TASK ITEM
Your answer must be every line of the data that holds the string "further".

Start of STUDY MATERIAL

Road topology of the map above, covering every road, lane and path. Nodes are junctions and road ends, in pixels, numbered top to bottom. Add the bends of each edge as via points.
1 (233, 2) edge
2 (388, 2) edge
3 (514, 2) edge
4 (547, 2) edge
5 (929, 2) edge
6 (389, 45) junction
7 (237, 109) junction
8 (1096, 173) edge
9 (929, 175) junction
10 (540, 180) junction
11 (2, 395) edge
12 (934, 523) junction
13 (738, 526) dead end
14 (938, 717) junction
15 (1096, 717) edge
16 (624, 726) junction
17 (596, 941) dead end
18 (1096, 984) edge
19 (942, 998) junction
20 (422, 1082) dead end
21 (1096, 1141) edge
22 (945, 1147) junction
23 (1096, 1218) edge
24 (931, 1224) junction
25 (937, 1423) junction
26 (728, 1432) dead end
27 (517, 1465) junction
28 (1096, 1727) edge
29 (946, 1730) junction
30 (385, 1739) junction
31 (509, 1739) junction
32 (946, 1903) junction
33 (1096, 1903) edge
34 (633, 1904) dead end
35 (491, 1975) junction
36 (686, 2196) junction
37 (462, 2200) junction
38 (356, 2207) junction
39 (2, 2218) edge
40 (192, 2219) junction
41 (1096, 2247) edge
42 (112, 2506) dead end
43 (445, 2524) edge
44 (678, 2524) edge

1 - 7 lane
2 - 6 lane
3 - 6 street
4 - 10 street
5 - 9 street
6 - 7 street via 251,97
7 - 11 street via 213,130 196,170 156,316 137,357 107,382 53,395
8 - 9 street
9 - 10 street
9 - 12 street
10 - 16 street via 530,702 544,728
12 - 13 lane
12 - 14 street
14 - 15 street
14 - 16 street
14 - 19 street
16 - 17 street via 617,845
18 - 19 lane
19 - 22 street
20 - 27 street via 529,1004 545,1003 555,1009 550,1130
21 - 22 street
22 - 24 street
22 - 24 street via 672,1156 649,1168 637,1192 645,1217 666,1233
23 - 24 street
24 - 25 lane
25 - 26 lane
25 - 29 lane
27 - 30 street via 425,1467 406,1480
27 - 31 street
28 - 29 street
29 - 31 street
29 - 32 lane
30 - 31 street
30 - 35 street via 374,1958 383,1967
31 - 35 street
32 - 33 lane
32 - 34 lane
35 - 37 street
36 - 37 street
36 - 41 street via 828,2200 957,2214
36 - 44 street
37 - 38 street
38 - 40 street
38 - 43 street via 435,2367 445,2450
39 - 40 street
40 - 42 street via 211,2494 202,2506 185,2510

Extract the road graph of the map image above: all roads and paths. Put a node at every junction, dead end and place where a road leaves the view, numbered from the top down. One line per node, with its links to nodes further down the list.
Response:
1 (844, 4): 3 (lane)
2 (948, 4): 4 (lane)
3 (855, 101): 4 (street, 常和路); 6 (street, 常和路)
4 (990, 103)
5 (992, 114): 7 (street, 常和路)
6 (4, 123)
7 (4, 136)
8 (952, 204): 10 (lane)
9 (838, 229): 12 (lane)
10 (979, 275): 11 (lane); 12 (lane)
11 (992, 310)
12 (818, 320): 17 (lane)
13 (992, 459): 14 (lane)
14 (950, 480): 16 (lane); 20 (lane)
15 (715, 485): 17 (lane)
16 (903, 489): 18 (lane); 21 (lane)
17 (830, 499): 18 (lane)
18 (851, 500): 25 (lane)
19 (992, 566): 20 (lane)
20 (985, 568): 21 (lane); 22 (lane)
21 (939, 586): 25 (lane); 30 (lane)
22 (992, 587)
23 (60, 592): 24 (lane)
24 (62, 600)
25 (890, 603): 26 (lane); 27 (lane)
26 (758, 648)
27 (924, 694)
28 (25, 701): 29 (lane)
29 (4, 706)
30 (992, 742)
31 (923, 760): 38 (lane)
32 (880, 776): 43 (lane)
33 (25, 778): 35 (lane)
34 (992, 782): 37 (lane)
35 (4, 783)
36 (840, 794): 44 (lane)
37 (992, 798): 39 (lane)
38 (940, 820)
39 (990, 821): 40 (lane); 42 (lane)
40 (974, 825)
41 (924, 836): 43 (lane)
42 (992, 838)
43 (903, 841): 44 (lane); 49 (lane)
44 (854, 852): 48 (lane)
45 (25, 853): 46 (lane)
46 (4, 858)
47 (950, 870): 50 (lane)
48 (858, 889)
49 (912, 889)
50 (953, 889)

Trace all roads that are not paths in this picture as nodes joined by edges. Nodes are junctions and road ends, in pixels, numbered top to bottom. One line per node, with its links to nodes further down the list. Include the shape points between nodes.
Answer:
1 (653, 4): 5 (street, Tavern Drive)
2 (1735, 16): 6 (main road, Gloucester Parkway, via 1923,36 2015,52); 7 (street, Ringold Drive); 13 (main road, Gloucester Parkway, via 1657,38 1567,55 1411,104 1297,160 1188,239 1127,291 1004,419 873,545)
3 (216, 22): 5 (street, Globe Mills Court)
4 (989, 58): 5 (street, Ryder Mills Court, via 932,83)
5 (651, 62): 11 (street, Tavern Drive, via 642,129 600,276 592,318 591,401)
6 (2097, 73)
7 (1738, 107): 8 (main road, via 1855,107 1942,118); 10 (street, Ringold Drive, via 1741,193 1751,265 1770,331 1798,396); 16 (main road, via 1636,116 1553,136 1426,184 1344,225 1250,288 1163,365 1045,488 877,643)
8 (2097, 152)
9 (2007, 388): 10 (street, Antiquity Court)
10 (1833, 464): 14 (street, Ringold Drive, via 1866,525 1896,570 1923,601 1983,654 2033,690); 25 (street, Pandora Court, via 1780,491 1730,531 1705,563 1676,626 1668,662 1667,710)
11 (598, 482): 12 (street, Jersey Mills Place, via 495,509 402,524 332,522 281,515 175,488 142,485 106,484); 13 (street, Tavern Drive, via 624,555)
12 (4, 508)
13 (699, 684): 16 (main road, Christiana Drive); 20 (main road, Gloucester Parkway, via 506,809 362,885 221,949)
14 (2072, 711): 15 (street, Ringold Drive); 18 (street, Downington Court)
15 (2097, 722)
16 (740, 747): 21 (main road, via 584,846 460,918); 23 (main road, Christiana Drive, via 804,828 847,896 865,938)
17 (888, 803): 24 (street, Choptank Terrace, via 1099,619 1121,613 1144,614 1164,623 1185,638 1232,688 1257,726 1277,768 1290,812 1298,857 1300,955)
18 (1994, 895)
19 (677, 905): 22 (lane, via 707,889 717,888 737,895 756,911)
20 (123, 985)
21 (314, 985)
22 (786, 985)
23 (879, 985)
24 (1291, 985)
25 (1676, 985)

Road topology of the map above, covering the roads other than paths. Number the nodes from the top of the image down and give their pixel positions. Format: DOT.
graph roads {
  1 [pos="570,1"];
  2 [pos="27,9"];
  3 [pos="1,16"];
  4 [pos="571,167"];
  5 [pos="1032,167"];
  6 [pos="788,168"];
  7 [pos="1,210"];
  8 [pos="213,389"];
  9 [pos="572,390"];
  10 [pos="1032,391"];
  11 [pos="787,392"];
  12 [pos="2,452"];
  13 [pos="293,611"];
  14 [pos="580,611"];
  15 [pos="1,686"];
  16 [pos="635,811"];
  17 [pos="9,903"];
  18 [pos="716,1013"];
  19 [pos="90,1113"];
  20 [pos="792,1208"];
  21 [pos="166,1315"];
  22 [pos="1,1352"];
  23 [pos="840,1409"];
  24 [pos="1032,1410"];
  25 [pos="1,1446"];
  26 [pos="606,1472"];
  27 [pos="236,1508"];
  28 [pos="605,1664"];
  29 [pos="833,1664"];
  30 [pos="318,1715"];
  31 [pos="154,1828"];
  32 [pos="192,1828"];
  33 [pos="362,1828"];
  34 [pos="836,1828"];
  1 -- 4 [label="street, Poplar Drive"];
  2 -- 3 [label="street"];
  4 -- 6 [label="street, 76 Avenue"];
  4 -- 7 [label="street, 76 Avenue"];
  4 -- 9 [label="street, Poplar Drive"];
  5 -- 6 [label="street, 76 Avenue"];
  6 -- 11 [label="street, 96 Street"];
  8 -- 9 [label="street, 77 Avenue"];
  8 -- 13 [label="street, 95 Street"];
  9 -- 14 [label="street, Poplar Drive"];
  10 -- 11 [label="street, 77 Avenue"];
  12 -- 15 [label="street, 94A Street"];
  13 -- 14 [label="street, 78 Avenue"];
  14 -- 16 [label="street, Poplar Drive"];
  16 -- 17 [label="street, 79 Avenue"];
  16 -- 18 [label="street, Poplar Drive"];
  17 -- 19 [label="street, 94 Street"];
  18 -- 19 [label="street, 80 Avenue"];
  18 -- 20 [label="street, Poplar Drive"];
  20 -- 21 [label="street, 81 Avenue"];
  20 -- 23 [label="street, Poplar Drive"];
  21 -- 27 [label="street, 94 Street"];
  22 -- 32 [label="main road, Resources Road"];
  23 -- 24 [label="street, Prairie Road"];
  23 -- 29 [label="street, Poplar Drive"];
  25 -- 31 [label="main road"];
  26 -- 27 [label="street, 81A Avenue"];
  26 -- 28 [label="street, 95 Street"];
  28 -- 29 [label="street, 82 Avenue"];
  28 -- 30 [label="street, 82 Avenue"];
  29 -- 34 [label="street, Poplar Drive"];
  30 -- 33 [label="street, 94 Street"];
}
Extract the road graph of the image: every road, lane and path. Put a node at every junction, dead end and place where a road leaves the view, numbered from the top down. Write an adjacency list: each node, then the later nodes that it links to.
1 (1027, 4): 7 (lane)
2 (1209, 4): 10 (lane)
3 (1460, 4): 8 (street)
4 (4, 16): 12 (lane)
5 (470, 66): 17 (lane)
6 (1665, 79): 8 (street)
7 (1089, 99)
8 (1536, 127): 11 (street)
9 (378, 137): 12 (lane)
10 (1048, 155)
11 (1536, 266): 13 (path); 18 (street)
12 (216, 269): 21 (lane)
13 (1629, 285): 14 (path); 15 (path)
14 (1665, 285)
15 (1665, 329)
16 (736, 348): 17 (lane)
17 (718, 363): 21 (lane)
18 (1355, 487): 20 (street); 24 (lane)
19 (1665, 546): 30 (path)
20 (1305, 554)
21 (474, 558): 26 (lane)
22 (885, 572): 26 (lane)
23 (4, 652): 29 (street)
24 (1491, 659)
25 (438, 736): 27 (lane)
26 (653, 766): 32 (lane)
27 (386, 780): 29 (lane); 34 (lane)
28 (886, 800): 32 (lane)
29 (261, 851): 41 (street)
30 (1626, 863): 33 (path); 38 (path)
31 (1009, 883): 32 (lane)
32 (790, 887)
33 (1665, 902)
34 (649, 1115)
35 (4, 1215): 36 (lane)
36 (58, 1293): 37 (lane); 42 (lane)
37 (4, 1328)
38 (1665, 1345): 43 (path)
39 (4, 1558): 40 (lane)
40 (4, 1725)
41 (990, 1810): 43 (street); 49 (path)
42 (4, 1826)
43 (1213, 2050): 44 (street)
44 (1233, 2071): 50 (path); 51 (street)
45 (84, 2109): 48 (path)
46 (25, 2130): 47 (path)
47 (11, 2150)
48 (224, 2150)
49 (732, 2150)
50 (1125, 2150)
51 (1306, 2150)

End of STUDY MATERIAL

SOLUTION
Extract the road graph of the map image above: all roads and paths. Put a node at every junction, dead end and place where a road leaves the view, numbered from the top down. One line per node, with its links to nodes further down the list.
Trace all roads that are not paths in this picture as nodes joined by edges. Nodes are junctions and road ends, in pixels, numbered top to bottom. One line per node, with its links to nodes further down the list. Include the shape points between nodes.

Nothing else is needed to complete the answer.